Petra is considered to be one of the new seven wonders of the world, and we eagerly anticipated coming here. To put it simply, it is something that must not be missed. It was the highlight of our trip thus far.
The ancient archeological city of Petra is located in southern Jordan about 300 kilometers south of Amman in the Al Sharah mountains. We left our hotel at 7 am and walked the 50 yards to the entrance— very nice!
The first of hundreds of things that our guide Mohammad pointed out to us was way up— Aaron’s grave at the top of a huge hill. It is white. So, after seeing Moses’s last known place yesterday, Aaron’s today, my question to Mohammed was " and where is Miriam buried?" Inquiring minds want to know. He did not.
Petra (meaning "rock") was the Greek name. The modern Arabic name derives from the name of the river that flows down the valley—the Wadi Musa (River of Moses). It was the capital city of the Nabataeans, a nomadic tribe descended from the Maccabees who literally carved the city into the sandstone mountains. The prosperity of the Nabataean kingdom reached its peak between 9 BC and 40 AD but different groups kept carving and adding facades into the sandstone cliffs for several hundred years.
As we started our 6 mile walk through Petra, we passed hundreds of rock formations made more interesting by the streaks of morning sun hitting different sections.
About ⅓ of a mile in, we reached a dam. A sophisticated system of aqueducts and pipes channeled water along the sides and sometimes above to deliver water to the city, but the dam was built to protect the valley from flash floods.
A narrow gorge called the Siq is 1.2 km long and presents a dramatic entry into the Treasury. It reminded us of Antelope Canyon in Arizona.
The Siq opens up into Petra’s most famous and magnificent structure called The Treasury, so named from a legend says that an Egyptian Pharaoh built it to house his treasure. It is almost 40 meters high and crowned by a funerary urn on top of the Corinthian columns. Even this early in the morning, it was packed with tourists, as well as donkeys, camels and golf carts to aid the weary travelers in getting to the other parts of the site. You might remember seeing it in "Indiana Jones and The Last Crusade".
We kept walking on the mostly resurrected stone path, sometimes walking over the original larger stones.
We passed the Theatre, the only theatre in the world carved into the side of the mountain, and after a long stretch, passed the Royal Tombs.
At this point we were about three miles in and pretty exhausted. We walked down the Colonnaded street just in time to arrive at our lunch destination, a huge restaurant that accommodated the hundreds of tourists.
From this point, there are many trails (mostly unmarked) that meander through various sights. The most famous is the one that takes you straight up about 1.6 miles and over 850 steps to the Monastery, one of the largest buildings at Petra.
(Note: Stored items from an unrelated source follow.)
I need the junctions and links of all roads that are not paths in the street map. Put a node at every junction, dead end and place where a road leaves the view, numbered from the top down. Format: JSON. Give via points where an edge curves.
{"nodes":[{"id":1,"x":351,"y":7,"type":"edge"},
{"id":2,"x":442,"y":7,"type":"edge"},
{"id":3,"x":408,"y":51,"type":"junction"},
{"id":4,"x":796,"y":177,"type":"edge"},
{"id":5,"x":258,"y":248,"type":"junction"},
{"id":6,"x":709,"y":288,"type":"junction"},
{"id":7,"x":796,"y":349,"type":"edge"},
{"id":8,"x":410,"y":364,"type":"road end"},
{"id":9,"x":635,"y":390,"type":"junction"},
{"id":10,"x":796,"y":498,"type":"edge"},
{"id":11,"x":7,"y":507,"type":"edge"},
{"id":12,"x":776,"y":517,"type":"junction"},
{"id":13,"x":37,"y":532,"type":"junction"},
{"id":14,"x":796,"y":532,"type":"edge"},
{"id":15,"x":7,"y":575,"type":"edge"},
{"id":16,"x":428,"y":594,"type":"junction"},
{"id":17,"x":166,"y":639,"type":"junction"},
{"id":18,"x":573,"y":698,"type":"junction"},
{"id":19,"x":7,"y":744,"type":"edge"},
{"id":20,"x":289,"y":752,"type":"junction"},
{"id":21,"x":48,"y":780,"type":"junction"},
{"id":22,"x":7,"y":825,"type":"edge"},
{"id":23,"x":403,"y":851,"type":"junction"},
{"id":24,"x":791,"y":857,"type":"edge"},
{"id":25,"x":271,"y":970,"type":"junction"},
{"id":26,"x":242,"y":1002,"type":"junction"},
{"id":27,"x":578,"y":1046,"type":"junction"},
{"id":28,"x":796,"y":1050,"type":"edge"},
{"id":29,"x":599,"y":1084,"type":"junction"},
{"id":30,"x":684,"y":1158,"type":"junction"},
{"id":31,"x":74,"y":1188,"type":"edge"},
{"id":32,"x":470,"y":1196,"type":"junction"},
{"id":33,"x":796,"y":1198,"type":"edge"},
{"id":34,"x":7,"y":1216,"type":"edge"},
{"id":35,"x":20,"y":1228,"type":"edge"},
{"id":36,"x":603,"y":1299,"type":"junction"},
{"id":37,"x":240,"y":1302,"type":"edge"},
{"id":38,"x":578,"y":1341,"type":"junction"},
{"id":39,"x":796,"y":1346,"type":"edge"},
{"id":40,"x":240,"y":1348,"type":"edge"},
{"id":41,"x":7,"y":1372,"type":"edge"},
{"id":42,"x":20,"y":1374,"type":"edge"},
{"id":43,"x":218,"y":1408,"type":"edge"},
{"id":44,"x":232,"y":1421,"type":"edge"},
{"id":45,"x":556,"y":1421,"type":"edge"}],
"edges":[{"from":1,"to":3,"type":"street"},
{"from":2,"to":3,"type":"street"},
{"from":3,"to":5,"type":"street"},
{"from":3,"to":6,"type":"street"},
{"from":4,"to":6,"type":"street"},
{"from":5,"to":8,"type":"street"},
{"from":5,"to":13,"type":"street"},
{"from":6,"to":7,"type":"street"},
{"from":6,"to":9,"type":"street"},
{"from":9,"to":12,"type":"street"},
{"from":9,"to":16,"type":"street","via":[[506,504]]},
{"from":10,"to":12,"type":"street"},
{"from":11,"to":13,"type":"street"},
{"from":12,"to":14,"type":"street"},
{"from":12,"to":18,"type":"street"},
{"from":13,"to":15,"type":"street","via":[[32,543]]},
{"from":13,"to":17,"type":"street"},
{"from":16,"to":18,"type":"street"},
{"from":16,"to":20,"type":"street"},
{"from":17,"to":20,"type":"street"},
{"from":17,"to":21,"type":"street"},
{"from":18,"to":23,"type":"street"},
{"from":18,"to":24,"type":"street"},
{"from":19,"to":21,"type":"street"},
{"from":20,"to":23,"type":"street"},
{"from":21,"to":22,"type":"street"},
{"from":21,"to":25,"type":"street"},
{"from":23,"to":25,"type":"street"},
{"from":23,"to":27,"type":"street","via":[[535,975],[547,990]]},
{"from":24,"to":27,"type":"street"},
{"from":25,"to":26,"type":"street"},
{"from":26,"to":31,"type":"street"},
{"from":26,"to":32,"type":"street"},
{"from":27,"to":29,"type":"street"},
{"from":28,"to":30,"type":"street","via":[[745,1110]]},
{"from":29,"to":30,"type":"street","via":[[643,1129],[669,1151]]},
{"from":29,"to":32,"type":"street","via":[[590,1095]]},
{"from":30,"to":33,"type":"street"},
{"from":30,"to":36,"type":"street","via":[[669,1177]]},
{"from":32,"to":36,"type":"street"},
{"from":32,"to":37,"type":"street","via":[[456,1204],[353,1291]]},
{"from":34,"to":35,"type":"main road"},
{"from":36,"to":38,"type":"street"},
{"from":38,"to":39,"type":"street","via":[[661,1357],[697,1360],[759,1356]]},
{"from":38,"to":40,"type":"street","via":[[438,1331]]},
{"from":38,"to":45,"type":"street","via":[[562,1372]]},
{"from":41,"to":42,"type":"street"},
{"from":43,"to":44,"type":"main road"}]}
Some of our hiking friends would try this in a heartbeat, but as we had 3-plus miles to walk for our return trip, we passed 😢😢.
We opted instead to go back on an alternate trail that led us upwards to The Church, a Byzantine church probably built in the 5th century, and mostly destroyed by fire or earthquake in the following century. It does have a famously preserved mosaic floor.
This path led us up close and personal to the four Royal Tombs (actually caves in the side of the mountain). We only went into the first one. Huge and empty, it was smelly with mold over the walls and ceiling. A fellow traveler reported a family of tribe members (who run the many stalls along the streets as well as providing the animals used for transportation) living inside one of other caves. Although illegal, some resist moving to the village built for them in the heights above Petra and prefer their ancient ways.
The rest of the trip back was very slow. Wendy was so exhausted that she broke down and took a golf cart back. Although the weather was not too hot, the last two miles were all uphill and mostly in the mid-afternoon sun. Jim braved the trek and actually arrived back at the hotel before Wendy who had to wait 40 minutes for the golf cart!
These amazingly preserved structures of the Nabateans are truly one of a kind. Petra is a UNESCO world heritage site since 1975. Although getting more touristy with stalls, camel and donkey rides and, of course, hoards of people, the majesty of these remarkable structures is a testament to this fascinating civilization.